▶ **Your goal**: Report every line below that has the string "Camino" in it.

(Data for analysis begins)

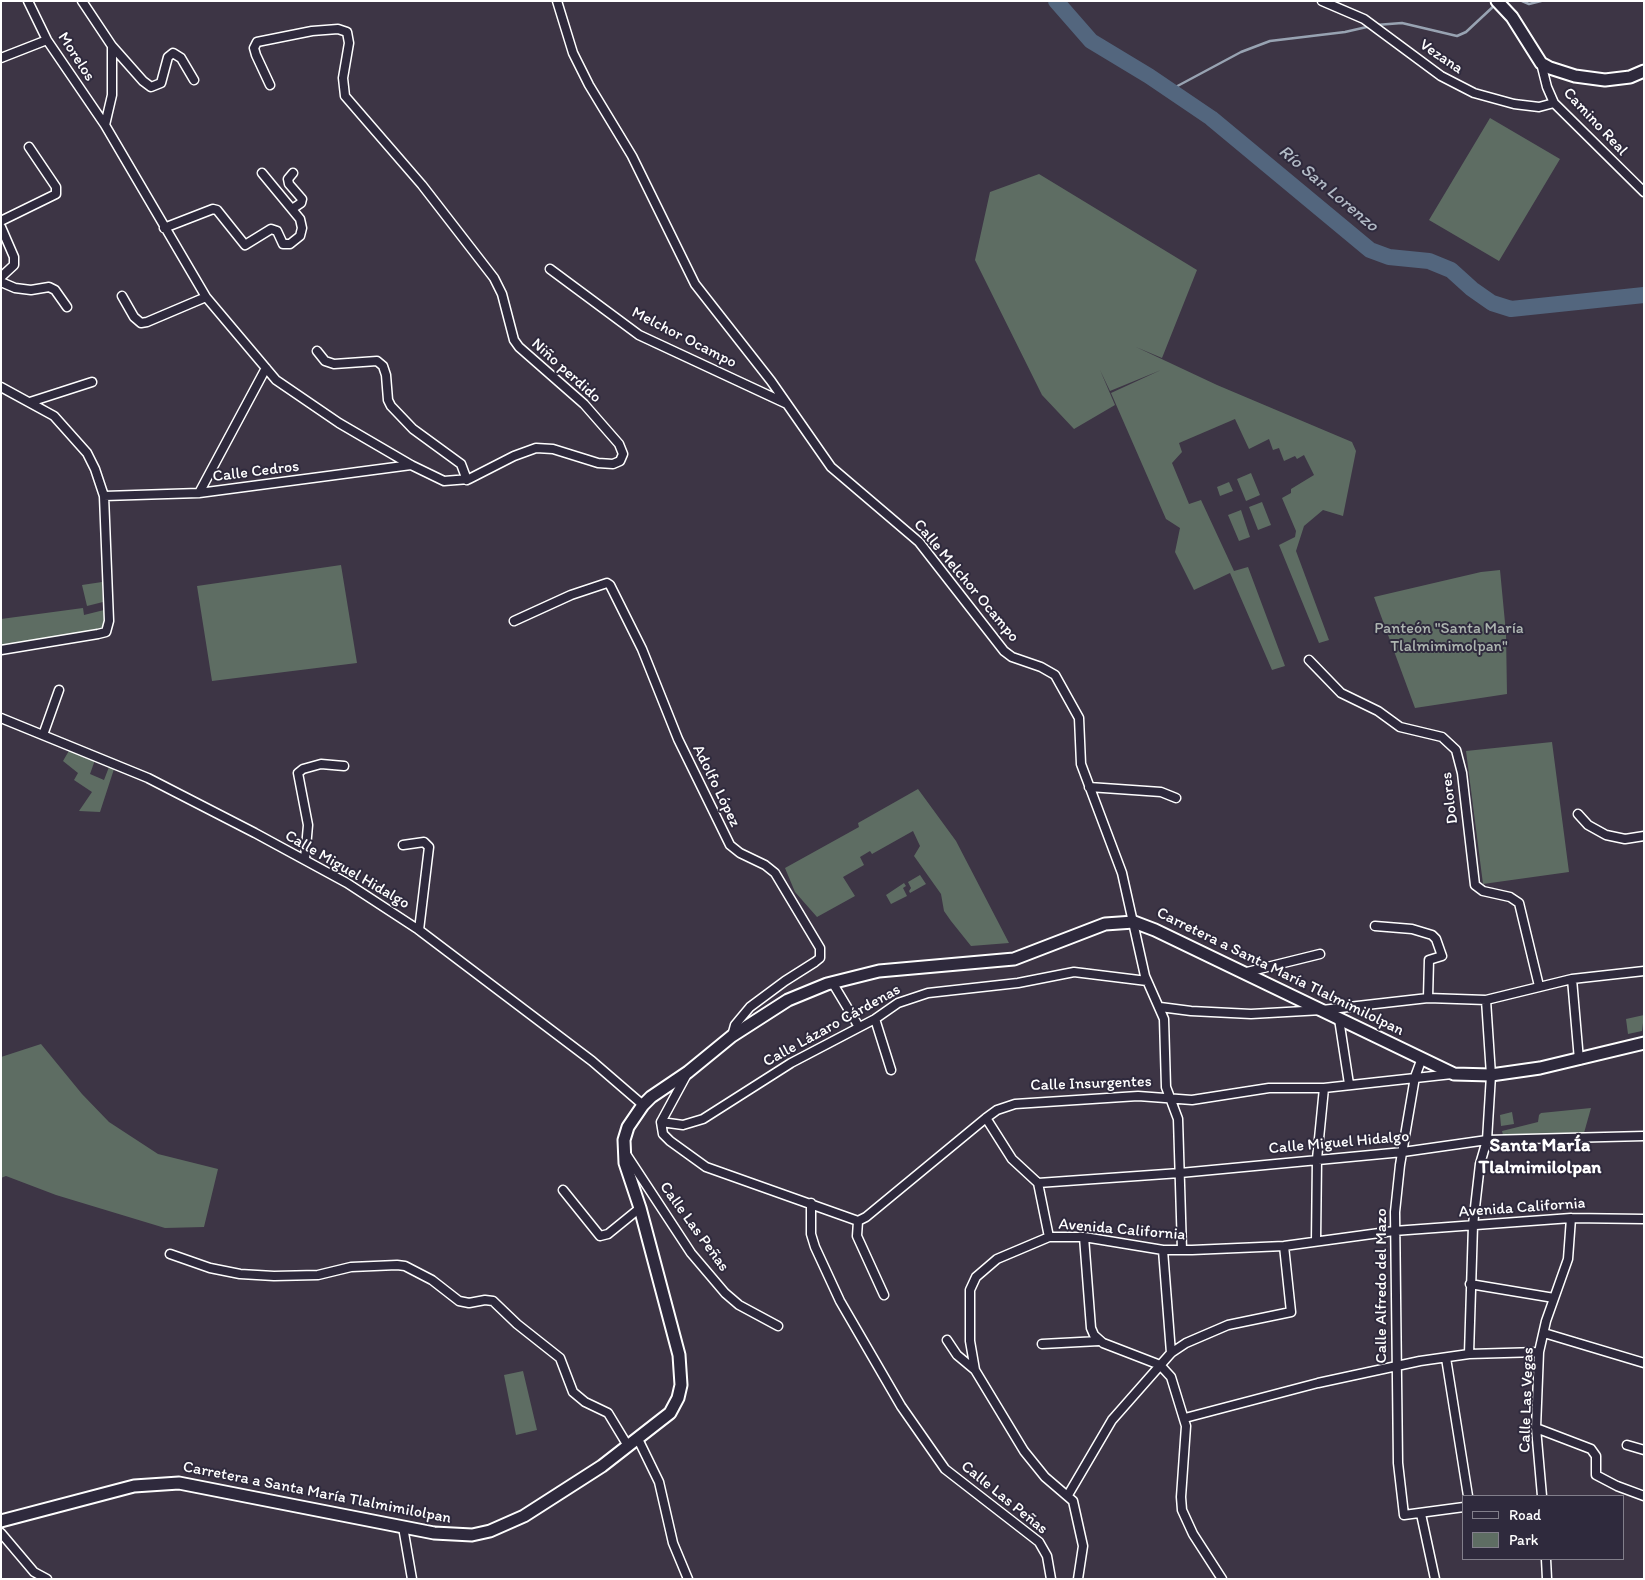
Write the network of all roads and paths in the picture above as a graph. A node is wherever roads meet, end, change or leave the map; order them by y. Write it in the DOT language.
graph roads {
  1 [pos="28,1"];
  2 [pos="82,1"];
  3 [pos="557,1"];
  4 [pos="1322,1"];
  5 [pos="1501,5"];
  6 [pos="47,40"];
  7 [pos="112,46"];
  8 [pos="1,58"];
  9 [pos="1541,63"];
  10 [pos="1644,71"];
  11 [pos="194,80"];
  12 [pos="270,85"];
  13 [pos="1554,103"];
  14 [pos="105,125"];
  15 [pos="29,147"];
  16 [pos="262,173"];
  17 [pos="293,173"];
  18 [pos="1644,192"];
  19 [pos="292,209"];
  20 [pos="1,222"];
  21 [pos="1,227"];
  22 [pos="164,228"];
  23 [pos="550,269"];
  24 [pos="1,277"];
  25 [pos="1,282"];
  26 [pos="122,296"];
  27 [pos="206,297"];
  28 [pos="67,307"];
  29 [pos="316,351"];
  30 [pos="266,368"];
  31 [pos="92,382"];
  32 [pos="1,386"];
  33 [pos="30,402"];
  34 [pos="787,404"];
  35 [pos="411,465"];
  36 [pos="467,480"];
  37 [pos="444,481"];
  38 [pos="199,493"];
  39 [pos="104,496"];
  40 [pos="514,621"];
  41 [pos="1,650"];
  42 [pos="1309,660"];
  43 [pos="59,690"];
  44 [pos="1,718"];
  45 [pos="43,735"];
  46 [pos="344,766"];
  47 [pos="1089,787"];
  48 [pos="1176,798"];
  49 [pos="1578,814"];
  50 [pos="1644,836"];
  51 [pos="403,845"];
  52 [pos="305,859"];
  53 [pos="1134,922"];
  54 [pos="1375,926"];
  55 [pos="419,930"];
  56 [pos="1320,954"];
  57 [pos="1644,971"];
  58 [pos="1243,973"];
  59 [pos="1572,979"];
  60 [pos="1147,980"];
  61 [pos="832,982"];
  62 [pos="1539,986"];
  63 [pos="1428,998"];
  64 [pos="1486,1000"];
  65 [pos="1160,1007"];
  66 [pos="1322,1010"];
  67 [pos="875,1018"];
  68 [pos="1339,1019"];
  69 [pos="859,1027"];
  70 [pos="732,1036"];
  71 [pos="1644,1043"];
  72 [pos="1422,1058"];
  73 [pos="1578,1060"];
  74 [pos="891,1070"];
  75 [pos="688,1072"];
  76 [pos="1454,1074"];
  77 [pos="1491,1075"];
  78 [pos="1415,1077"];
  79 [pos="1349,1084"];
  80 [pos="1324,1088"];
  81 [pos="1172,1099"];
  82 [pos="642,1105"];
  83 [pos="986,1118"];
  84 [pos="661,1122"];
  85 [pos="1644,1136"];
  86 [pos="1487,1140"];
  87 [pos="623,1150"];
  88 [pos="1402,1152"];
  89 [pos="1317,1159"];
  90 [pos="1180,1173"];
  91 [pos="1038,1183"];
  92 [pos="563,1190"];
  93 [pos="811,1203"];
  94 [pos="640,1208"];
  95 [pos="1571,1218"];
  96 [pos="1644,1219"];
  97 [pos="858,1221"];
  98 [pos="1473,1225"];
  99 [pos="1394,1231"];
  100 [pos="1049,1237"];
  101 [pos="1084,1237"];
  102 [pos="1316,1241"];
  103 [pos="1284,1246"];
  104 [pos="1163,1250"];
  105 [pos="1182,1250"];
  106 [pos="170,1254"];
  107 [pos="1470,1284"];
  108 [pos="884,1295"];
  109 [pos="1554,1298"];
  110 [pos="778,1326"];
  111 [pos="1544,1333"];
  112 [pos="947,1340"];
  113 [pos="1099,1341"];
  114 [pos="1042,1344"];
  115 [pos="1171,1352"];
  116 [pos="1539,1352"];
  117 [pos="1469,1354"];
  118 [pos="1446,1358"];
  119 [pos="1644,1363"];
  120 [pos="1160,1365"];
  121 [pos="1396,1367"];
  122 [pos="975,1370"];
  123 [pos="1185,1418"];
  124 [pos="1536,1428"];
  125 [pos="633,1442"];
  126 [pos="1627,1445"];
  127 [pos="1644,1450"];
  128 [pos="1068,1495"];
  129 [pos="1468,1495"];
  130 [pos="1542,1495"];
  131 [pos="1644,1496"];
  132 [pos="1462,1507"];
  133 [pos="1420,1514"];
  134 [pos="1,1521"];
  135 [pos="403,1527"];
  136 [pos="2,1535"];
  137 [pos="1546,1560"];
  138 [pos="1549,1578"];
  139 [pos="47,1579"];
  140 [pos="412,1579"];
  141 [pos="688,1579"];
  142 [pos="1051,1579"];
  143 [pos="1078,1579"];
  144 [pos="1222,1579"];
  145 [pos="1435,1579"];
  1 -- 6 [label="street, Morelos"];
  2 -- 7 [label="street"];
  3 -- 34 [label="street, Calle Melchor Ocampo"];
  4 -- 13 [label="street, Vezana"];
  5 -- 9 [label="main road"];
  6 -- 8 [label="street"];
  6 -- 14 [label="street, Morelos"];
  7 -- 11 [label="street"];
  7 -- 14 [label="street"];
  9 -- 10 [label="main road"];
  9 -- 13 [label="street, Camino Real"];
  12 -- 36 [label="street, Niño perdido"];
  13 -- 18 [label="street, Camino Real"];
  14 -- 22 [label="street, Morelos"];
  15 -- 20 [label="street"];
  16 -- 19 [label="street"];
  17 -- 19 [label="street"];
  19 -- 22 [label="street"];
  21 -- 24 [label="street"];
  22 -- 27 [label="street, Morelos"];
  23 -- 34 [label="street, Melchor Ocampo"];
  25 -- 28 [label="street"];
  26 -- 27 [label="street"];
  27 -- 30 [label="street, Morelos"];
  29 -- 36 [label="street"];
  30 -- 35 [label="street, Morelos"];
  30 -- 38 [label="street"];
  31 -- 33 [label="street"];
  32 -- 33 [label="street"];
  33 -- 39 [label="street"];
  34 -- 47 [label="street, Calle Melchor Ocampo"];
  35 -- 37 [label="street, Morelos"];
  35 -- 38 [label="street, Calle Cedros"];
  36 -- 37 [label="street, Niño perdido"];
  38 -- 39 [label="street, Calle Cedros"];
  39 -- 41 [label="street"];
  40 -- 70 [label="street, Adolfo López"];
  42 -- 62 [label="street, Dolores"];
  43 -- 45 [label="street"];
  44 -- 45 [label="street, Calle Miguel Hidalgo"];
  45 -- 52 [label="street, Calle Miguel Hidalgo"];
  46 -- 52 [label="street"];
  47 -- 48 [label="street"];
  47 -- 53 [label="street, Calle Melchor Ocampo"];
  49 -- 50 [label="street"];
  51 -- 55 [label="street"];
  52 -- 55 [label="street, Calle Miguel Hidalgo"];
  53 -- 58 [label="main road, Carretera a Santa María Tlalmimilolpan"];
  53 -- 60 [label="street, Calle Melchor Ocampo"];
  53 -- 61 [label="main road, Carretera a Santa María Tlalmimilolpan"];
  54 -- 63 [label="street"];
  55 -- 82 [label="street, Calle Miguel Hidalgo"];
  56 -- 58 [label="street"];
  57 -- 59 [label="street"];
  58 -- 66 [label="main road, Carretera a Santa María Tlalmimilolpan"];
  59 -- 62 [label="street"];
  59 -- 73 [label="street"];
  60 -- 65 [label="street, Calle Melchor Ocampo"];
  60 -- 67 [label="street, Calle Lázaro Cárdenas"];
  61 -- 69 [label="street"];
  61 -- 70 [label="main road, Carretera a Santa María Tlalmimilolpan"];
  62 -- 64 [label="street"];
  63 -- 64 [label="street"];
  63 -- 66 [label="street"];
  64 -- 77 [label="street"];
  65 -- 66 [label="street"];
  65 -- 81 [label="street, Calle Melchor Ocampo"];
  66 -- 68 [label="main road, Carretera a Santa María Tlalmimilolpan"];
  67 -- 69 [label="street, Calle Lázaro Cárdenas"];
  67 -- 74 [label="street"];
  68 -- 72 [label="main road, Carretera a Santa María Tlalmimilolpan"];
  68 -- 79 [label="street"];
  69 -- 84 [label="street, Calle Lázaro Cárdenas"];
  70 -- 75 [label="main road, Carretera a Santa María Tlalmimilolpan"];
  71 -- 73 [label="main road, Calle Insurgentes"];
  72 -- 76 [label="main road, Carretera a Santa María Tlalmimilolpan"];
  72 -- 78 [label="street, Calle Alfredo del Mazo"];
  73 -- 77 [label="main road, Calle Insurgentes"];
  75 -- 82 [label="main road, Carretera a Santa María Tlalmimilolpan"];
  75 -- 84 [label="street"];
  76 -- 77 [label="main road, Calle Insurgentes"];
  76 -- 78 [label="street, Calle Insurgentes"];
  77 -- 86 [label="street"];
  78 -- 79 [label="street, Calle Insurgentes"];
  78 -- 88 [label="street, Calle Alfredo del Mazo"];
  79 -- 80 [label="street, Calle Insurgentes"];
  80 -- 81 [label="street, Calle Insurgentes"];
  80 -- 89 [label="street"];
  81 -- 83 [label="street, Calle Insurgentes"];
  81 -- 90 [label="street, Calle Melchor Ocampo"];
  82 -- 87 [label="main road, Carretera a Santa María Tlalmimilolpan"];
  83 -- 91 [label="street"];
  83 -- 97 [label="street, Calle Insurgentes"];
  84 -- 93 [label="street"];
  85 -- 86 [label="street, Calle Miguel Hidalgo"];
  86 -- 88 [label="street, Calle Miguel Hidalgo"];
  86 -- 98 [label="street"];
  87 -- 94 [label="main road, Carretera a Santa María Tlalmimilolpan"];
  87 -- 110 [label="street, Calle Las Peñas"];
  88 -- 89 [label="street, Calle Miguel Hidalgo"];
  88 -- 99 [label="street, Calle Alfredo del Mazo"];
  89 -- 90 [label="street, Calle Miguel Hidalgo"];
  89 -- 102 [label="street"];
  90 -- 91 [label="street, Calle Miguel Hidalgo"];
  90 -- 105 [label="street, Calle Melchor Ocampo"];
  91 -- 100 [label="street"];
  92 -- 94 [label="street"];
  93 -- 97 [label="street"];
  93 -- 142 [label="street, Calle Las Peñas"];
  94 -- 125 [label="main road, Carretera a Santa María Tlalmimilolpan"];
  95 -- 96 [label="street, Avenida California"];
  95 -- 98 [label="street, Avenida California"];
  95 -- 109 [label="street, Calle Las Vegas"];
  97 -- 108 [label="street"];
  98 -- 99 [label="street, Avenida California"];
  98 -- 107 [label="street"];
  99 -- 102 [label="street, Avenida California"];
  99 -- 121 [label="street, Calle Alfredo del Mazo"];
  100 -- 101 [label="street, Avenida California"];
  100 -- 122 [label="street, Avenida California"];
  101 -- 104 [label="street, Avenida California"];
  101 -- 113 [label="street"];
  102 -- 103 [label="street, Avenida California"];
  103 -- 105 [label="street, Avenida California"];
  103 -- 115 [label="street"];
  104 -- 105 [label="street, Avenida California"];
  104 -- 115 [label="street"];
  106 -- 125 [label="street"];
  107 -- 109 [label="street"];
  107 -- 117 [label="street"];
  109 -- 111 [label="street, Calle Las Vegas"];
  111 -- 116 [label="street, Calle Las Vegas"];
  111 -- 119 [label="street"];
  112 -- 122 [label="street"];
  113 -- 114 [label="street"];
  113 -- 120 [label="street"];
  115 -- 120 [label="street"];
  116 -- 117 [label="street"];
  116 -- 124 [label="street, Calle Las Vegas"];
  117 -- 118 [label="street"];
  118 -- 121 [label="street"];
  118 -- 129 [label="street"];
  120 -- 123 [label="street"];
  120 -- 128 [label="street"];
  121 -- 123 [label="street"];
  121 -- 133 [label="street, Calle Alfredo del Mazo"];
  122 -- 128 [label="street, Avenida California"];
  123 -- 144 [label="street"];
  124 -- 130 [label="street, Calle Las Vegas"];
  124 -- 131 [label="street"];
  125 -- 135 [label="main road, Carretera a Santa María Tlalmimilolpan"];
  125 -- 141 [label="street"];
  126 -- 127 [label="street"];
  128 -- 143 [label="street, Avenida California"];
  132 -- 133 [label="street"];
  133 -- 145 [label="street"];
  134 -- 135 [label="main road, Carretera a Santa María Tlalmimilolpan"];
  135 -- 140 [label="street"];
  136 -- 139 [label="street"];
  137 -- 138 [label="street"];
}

(Data for analysis ends)

▶ **Response**:
  9 -- 13 [label="street, Camino Real"];
  13 -- 18 [label="street, Camino Real"];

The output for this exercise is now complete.